How many lines in the material below include the string "node"? Answer with the number only.
>>>
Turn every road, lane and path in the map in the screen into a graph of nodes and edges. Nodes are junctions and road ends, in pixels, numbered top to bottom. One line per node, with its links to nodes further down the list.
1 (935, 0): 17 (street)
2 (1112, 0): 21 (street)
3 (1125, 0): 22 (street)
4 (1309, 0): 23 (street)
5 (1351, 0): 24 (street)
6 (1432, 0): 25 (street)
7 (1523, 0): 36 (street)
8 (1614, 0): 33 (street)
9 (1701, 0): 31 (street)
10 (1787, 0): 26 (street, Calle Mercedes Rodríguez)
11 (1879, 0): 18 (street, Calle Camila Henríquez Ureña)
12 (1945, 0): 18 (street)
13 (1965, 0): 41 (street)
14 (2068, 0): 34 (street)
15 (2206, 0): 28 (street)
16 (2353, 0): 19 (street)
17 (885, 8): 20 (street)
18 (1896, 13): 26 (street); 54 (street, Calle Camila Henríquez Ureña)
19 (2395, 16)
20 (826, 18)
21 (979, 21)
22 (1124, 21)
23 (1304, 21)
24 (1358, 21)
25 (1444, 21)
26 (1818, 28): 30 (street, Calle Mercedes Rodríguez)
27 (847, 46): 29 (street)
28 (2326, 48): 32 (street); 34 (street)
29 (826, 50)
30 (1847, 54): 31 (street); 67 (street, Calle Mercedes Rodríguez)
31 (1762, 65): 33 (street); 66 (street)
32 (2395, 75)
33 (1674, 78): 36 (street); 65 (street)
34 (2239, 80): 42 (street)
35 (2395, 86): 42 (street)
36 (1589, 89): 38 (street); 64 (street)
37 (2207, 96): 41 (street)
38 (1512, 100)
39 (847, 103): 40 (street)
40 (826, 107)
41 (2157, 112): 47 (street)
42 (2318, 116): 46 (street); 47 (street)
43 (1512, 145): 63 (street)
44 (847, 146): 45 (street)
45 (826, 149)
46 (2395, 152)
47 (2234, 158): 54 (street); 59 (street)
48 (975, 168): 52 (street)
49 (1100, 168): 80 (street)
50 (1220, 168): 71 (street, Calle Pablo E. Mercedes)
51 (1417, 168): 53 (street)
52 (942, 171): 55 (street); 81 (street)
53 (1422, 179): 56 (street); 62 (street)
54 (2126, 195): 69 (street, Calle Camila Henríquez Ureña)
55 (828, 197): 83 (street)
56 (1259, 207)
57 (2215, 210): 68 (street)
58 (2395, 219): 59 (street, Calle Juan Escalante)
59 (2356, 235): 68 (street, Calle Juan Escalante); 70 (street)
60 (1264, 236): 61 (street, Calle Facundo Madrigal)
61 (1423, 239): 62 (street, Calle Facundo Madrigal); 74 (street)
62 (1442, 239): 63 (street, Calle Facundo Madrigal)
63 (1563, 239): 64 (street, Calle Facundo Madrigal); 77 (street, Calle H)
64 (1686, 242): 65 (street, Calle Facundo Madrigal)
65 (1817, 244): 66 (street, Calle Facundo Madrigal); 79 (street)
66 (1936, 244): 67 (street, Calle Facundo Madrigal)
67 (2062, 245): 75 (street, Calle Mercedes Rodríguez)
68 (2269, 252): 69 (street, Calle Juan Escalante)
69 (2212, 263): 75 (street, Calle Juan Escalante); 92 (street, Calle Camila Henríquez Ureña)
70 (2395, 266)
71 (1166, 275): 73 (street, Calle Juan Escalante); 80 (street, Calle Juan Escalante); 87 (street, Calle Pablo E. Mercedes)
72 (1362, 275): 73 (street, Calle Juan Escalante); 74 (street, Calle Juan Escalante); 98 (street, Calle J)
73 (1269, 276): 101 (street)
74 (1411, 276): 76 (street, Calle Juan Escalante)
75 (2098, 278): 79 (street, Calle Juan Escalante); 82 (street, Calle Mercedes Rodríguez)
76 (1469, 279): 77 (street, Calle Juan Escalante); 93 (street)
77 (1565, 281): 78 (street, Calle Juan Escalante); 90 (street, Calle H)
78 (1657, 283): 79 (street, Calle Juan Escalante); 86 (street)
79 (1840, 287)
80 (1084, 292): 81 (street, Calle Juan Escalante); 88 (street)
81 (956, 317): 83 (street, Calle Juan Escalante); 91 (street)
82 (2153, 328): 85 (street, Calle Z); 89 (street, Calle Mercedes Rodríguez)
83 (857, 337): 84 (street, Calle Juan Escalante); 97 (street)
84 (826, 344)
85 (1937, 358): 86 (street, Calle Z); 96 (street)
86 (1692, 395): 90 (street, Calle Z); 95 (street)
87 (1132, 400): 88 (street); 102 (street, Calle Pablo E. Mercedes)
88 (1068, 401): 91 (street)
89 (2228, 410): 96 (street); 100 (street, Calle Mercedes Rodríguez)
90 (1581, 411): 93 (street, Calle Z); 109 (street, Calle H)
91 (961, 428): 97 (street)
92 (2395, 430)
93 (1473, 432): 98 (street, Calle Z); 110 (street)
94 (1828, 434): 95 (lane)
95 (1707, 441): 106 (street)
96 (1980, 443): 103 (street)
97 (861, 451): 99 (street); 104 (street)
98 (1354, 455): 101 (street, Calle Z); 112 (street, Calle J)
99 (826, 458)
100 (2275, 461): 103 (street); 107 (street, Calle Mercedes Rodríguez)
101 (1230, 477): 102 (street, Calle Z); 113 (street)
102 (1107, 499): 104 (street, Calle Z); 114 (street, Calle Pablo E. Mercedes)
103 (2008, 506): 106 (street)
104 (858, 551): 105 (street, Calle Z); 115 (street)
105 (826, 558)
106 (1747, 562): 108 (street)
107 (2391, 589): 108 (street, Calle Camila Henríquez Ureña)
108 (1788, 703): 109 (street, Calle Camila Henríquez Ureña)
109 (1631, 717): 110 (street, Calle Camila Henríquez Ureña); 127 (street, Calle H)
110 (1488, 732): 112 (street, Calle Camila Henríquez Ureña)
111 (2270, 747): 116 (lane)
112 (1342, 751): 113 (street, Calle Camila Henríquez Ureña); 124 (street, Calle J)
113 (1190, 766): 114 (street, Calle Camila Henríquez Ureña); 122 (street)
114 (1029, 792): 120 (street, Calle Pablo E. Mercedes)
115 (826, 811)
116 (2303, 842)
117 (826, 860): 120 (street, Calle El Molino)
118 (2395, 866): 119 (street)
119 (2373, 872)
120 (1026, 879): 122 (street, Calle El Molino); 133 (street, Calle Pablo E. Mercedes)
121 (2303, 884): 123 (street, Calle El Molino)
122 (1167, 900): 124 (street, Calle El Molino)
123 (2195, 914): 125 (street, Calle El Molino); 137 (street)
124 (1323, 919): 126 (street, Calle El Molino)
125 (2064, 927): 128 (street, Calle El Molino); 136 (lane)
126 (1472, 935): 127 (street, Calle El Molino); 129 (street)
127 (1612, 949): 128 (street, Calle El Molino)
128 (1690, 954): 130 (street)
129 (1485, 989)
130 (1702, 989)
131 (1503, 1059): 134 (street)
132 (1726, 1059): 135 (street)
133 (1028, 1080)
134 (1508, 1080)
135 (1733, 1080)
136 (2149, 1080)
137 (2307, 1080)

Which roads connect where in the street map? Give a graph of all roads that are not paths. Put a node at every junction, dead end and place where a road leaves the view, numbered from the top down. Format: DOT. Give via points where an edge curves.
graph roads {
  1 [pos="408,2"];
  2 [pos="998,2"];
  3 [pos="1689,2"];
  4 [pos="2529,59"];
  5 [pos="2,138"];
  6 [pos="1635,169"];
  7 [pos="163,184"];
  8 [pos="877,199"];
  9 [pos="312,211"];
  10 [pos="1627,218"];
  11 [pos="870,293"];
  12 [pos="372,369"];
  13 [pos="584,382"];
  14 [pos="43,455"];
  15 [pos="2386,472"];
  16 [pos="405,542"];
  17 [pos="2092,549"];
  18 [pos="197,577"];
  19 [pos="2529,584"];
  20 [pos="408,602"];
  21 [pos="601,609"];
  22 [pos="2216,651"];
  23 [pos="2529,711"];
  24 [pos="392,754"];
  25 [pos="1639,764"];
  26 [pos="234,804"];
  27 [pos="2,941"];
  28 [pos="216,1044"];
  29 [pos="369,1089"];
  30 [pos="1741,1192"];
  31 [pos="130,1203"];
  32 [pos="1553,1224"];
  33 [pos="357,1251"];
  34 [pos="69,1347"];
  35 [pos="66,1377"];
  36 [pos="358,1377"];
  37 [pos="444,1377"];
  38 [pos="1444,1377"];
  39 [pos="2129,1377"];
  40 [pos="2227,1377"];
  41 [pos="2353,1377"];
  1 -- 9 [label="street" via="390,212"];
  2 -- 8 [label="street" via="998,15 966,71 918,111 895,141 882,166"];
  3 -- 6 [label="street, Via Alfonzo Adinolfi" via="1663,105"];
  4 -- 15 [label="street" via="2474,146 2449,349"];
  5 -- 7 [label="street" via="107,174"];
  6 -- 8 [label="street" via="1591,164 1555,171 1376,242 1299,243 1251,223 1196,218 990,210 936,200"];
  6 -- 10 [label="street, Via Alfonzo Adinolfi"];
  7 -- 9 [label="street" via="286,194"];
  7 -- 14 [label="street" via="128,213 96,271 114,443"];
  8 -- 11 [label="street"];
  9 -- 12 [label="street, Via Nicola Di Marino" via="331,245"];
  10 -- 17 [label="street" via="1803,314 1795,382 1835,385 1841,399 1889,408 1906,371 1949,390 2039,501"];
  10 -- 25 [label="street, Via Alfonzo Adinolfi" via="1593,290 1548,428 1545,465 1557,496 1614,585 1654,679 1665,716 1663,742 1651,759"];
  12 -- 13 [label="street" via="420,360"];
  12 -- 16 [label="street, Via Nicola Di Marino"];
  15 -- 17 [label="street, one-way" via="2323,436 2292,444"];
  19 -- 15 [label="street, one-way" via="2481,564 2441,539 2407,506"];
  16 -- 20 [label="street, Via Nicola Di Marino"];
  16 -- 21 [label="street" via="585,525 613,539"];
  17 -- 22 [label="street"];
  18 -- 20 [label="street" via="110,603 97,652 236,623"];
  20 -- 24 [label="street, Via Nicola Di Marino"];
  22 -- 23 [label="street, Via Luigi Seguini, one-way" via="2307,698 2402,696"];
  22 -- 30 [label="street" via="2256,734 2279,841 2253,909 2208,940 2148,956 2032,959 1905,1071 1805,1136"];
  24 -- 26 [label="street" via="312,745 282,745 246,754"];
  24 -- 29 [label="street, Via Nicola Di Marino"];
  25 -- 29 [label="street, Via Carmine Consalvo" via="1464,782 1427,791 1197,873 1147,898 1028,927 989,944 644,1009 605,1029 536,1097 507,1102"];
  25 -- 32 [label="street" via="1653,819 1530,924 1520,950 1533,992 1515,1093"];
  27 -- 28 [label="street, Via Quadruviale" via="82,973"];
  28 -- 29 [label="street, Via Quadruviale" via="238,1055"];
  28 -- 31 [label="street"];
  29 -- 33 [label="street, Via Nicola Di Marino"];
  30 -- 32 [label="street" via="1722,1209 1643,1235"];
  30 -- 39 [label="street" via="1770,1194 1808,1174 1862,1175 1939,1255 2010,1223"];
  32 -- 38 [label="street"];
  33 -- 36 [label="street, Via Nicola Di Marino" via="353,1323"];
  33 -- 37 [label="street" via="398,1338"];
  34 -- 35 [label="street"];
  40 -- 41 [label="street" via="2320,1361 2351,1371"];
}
<<<
Output below: 2